Itongadol/Agencia AJN.- La decisión de la Unión Europea de Radiodifusión (UER) de permitir que Israel compita en el Festival de Eurovisión 2026 provocó una inmediata ola de retiros por parte de Países Bajos, España, Irlanda y Eslovenia, profundizando la crisis interna del certamen y anticipando uno de los episodios más tensos en su historia reciente.
La UER resolvió no someter a votación la permanencia de Israel, y los Estados miembros aprobaron por amplia mayoría una serie de reformas destinadas a limitar la injerencia de gobiernos y terceros en la promoción de canciones, luego de denuncias de que Israel habría impulsado de manera desproporcionada a su representante este año. Con esas reglas aceptadas, quedó confirmada la presencia israelí.

Países Bajos anuncia su salida y desata el efecto dominó
Minutos después del anuncio, la emisora pública neerlandesa AVROTROS comunicó su retiro.
“Tras evaluar todas las perspectivas, AVROTROS concluye que, en las circunstancias actuales, participar no es compatible con los valores públicos que sostiene nuestra organización”, afirmó la misiva, añadiendo que las acciones israelíes en Gaza “cruzaron un límite”.
El líder derechista Geert Wilders reaccionó de inmediato y calificó la decisión neerlandesa como “antisemitismo y un odio a Israel en su forma más pura”.
España confirma que tampoco competirá
España siguió el mismo camino. José Pablo López, presidente de RTVE, dijo que la situación “nunca debió llegar a este punto” y sostuvo que las sanciones contra Israel “deberían haberse decidido a nivel ejecutivo”, sin trasladar el conflicto a la asamblea general.
El presidente del gobierno, Pedro Sánchez, respaldó la decisión:
“Si nadie protestó cuando Rusia fue excluida por su invasión, lo mismo debería ocurrir con Israel”.
Irlanda se retira y no transmitirá el concurso
La emisora irlandesa RTÉ anunció no solo que Irlanda no participará, sino que tampoco emitirá el certamen.
“Resulta inconcebible participar ante la pérdida de vidas en Gaza y la crisis humanitaria que continúa poniendo en riesgo a civiles”, señaló la declaración. La cadena expresó además preocupación por los periodistas muertos en el territorio y por la falta de acceso de prensa internacional.
La presidenta del directorio de RTV Slovenia, Natalija Gorščak, afirmó:
“Nuestro mensaje es: no participaremos si Israel está allí. Lo hacemos en nombre de los 20.000 niños que murieron en Gaza”.

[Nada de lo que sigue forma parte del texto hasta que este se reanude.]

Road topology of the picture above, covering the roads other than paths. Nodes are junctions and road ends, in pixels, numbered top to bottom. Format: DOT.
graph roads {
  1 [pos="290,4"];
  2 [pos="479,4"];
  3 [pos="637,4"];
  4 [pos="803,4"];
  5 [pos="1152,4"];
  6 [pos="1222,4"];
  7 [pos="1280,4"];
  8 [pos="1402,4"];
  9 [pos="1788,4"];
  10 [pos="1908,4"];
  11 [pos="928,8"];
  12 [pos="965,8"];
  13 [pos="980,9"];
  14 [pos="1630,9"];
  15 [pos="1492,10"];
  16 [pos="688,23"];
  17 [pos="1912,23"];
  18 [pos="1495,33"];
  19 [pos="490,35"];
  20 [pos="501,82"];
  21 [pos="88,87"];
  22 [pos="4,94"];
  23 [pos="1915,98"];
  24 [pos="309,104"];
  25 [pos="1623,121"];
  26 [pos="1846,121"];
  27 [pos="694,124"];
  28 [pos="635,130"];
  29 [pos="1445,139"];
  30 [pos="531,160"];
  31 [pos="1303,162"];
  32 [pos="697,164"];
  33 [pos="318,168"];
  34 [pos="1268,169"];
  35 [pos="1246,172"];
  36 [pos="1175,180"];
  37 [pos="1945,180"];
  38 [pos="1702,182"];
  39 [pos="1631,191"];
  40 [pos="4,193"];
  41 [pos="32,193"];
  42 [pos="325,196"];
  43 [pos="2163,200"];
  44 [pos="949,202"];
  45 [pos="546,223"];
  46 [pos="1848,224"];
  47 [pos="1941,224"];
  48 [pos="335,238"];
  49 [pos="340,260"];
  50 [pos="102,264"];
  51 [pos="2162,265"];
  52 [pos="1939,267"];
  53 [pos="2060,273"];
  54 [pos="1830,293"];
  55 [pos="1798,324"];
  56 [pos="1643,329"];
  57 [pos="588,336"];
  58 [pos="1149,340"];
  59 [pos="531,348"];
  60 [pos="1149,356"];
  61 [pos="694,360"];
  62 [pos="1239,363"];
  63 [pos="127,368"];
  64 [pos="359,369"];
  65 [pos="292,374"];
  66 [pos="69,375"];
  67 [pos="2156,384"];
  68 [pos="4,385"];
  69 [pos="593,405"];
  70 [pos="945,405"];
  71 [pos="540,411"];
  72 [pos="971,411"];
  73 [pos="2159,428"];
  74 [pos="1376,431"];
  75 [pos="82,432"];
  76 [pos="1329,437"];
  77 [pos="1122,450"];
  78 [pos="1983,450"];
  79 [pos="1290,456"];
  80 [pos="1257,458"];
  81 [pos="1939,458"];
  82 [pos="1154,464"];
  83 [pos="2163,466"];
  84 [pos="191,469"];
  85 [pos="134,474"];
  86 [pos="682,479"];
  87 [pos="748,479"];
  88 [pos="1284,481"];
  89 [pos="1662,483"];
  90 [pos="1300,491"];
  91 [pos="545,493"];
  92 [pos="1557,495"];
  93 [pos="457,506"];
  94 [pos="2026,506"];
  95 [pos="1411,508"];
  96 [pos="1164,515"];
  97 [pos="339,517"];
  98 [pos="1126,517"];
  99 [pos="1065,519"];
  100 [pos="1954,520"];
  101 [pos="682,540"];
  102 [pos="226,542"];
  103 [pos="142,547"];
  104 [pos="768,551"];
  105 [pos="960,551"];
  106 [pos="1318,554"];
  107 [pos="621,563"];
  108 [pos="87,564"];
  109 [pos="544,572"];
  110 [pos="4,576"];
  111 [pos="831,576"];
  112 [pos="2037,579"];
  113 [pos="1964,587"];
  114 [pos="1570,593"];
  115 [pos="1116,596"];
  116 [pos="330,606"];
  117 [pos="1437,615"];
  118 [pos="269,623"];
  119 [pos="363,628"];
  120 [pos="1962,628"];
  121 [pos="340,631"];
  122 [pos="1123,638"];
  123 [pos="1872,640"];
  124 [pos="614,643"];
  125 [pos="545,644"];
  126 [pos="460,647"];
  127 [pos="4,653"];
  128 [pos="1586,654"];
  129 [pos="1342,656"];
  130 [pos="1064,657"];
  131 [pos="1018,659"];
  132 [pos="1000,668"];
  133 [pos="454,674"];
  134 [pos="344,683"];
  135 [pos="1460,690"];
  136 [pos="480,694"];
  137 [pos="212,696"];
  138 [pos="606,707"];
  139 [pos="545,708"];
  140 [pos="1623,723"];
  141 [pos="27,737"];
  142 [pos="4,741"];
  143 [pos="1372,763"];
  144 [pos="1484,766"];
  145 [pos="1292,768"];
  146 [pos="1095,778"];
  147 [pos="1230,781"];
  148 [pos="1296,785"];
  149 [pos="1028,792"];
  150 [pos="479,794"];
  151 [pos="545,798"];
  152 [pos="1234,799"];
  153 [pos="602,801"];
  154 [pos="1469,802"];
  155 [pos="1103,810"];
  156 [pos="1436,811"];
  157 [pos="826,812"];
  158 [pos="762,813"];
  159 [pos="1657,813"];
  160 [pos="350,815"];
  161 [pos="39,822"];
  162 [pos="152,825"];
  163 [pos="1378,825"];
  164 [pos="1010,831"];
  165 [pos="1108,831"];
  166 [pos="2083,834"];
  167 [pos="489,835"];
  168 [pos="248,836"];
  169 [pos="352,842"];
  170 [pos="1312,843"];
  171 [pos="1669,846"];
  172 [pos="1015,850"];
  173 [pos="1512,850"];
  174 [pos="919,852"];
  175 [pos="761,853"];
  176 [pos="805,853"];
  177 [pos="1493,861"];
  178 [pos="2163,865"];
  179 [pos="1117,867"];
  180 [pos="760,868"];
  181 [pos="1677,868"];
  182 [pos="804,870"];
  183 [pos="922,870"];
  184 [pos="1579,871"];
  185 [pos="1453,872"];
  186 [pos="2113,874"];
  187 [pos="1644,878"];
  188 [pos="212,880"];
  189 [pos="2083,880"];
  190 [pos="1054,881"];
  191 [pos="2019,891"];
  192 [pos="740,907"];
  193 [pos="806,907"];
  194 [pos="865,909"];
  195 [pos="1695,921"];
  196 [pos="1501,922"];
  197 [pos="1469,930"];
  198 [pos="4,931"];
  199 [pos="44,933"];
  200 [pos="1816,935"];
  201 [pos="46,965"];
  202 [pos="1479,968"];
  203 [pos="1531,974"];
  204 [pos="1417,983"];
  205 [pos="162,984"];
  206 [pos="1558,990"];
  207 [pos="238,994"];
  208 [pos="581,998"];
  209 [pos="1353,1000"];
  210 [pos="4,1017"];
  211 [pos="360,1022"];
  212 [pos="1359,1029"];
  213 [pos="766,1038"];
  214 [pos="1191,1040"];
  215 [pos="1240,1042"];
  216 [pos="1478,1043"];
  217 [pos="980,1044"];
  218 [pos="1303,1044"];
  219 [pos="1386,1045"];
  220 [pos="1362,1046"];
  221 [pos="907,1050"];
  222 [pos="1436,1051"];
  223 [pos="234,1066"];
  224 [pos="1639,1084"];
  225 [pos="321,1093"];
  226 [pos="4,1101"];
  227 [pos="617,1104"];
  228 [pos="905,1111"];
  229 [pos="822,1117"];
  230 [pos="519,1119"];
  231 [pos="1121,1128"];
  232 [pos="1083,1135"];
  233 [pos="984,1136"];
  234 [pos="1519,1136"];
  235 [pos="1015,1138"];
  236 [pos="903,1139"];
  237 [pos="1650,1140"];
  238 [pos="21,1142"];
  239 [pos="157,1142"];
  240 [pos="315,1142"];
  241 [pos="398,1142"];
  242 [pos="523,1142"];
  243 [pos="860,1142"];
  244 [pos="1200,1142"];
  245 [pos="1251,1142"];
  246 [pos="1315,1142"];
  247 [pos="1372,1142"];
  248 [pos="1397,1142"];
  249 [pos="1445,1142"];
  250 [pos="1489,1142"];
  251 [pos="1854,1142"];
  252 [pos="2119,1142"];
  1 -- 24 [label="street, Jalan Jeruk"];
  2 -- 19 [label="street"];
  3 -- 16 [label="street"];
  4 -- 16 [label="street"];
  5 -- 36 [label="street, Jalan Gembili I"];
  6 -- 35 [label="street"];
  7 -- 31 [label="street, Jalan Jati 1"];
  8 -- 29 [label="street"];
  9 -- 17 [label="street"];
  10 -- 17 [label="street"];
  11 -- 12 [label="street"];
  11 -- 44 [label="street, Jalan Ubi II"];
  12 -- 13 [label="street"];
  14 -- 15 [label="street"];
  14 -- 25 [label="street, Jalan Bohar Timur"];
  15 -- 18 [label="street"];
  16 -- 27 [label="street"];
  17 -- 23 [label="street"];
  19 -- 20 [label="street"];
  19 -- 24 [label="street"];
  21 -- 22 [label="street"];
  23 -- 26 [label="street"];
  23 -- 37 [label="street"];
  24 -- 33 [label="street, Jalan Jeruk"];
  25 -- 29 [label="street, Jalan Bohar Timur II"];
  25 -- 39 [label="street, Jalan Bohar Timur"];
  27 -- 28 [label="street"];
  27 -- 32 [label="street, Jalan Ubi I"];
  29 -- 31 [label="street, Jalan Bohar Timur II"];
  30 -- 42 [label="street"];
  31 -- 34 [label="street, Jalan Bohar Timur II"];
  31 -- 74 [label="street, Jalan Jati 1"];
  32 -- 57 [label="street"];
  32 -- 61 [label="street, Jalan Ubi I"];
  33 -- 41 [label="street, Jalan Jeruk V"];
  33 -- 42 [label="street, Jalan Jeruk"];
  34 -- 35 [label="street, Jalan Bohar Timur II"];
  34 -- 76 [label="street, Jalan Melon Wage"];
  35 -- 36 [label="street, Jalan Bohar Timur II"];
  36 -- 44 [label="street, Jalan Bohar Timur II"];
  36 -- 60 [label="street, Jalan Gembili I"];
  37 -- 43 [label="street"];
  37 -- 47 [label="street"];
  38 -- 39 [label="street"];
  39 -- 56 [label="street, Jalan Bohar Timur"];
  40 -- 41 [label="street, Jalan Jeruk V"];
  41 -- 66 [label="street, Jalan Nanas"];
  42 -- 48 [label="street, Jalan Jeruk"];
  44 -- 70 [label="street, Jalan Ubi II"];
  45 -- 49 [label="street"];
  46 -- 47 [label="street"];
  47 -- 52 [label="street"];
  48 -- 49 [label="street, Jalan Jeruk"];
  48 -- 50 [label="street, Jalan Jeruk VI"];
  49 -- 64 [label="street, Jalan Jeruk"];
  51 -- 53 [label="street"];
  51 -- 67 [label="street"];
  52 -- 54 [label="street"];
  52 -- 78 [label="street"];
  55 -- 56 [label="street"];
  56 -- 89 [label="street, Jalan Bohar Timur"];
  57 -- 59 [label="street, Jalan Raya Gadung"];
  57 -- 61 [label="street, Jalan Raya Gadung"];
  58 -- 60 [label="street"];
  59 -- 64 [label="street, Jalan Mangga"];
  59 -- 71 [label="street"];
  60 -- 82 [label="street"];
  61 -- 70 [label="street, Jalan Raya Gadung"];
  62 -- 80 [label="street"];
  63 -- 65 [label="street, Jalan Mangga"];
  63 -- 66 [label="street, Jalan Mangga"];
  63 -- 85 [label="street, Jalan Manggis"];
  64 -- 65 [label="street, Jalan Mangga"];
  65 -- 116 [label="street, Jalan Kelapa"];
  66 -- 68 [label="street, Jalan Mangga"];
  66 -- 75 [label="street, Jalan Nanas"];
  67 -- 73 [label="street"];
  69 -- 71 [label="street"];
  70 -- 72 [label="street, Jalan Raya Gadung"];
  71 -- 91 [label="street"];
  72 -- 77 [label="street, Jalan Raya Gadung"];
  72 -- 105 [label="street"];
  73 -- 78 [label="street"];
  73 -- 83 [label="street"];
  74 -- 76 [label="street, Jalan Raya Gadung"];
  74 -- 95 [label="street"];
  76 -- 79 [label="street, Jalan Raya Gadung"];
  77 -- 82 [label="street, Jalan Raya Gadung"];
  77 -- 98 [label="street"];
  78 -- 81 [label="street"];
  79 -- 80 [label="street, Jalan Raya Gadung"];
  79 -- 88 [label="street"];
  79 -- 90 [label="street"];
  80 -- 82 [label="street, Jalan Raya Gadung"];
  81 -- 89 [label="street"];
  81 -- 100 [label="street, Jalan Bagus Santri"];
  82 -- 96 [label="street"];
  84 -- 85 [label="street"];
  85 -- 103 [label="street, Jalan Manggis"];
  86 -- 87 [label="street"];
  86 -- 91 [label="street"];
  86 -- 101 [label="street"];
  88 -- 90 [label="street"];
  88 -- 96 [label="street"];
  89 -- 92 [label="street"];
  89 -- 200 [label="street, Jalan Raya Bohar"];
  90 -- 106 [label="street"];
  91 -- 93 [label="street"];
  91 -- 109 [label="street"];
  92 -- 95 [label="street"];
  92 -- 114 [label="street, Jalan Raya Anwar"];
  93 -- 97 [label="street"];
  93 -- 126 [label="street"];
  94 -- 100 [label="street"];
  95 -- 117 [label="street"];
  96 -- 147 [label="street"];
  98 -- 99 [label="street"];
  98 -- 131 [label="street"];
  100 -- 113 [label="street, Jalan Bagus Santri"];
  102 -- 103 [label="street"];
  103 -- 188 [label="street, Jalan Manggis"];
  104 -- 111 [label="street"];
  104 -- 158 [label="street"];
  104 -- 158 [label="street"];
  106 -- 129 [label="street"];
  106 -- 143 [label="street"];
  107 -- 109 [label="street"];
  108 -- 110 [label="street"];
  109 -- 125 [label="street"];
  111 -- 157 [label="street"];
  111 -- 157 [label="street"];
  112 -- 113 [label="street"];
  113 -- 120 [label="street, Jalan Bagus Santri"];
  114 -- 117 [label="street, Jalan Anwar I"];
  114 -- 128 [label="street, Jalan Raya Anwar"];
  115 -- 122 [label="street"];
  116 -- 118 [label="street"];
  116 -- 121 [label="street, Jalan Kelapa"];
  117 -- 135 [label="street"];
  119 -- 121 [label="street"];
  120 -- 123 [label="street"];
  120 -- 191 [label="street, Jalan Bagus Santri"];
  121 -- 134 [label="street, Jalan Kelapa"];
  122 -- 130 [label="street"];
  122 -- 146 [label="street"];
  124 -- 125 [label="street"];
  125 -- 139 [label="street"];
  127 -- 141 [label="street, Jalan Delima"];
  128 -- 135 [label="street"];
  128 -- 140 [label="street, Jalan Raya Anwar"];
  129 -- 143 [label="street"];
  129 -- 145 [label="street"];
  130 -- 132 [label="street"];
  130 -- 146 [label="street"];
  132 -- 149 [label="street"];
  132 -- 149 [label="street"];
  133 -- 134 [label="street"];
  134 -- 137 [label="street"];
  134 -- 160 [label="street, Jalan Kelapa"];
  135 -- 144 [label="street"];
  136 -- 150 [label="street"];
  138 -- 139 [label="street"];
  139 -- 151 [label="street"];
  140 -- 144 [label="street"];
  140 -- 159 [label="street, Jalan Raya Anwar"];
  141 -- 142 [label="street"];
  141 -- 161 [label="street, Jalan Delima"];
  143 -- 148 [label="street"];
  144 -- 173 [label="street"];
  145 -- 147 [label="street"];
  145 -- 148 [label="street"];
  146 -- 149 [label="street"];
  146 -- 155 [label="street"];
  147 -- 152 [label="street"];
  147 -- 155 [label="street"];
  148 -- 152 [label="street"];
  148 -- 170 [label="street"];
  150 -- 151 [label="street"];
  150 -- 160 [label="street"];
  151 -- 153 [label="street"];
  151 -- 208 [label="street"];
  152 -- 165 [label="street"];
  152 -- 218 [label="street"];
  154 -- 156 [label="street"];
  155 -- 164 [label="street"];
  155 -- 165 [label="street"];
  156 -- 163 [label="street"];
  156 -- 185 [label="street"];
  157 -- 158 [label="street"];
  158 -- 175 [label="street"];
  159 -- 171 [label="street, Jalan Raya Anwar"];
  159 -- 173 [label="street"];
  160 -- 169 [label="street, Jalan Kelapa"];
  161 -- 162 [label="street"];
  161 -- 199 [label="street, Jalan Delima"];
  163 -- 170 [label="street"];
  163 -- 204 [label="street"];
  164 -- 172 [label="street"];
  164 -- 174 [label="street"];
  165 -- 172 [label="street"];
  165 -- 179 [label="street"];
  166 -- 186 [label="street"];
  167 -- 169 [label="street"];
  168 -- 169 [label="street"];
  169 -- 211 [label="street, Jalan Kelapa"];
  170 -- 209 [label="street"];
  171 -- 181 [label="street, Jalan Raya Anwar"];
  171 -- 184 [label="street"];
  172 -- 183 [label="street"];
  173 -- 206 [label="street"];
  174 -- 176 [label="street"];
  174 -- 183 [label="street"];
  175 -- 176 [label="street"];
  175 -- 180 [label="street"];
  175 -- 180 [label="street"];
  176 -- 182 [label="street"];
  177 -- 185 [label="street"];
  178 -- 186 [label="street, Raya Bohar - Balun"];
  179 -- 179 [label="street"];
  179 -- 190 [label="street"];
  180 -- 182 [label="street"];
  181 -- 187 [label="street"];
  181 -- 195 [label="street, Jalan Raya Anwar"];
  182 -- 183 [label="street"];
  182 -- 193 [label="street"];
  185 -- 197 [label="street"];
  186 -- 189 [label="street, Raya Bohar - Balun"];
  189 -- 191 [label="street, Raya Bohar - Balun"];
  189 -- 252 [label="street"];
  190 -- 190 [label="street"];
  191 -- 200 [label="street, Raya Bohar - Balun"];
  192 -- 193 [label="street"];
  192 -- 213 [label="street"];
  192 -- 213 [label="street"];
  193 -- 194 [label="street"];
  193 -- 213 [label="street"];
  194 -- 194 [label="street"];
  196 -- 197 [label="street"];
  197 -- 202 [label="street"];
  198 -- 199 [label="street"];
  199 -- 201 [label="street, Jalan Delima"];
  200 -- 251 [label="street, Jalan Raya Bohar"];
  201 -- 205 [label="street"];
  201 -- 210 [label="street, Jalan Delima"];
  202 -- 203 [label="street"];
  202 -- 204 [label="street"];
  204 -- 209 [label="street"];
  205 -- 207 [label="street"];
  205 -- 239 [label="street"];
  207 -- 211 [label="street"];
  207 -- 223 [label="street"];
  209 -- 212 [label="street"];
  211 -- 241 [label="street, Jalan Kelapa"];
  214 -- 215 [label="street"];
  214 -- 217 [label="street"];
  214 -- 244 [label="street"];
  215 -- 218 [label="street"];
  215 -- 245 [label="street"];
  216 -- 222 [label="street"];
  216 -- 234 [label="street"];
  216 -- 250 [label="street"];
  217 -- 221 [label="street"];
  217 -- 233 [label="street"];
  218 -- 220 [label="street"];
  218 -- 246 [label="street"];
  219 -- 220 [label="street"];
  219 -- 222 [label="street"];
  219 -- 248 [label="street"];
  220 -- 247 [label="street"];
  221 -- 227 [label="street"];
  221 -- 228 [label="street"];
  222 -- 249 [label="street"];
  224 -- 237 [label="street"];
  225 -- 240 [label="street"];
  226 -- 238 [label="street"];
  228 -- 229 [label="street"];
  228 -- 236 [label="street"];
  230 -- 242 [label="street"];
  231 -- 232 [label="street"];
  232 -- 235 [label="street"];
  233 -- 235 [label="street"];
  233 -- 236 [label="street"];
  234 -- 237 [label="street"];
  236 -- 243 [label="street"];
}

Recordó que el certamen lleva años en tensión por la politización del concurso y que “todos estamos atrapados por los intereses políticos del gobierno israelí”.
La UER defiende la neutralidad del certamen
En su comunicado oficial, la UER afirmó que los Estados miembros mostraron “un claro apoyo” a las reformas destinadas a reforzar la confianza y proteger la neutralidad del concurso. La organización también señaló que antes de la votación se escucharon “una variedad de posiciones” y destacó la importancia de la independencia de los medios públicos, especialmente en zonas de conflicto como Gaza.
La EBU evitó referirse directamente a un eventual voto sobre la participación israelí, pero aclaró que, si los miembros consideraban insuficientes las reformas, podría haberse procedido a una votación de exclusión.
Expertos en el festival, como Paul Jordan, advirtieron que el concurso atraviesa “un punto de inflexión”. Las críticas a Israel se centran en el número de víctimas palestinas en Gaza —más de 70.000 según el Ministerio de Salud de Gaza, controlado por Hamás, que no distingue entre combatientes y civiles—, en una guerra iniciada tras el ataque de Hamás del 7 de octubre de 2023, en el que 1.200 personas fueron asesinadas y 251 secuestradas.
Con cuatro retiros confirmados y la posibilidad de que otros países evalúen medidas similares, la edición 2026 del Festival de Eurovisión podría convertirse en una de las más fracturadas desde la creación del certamen.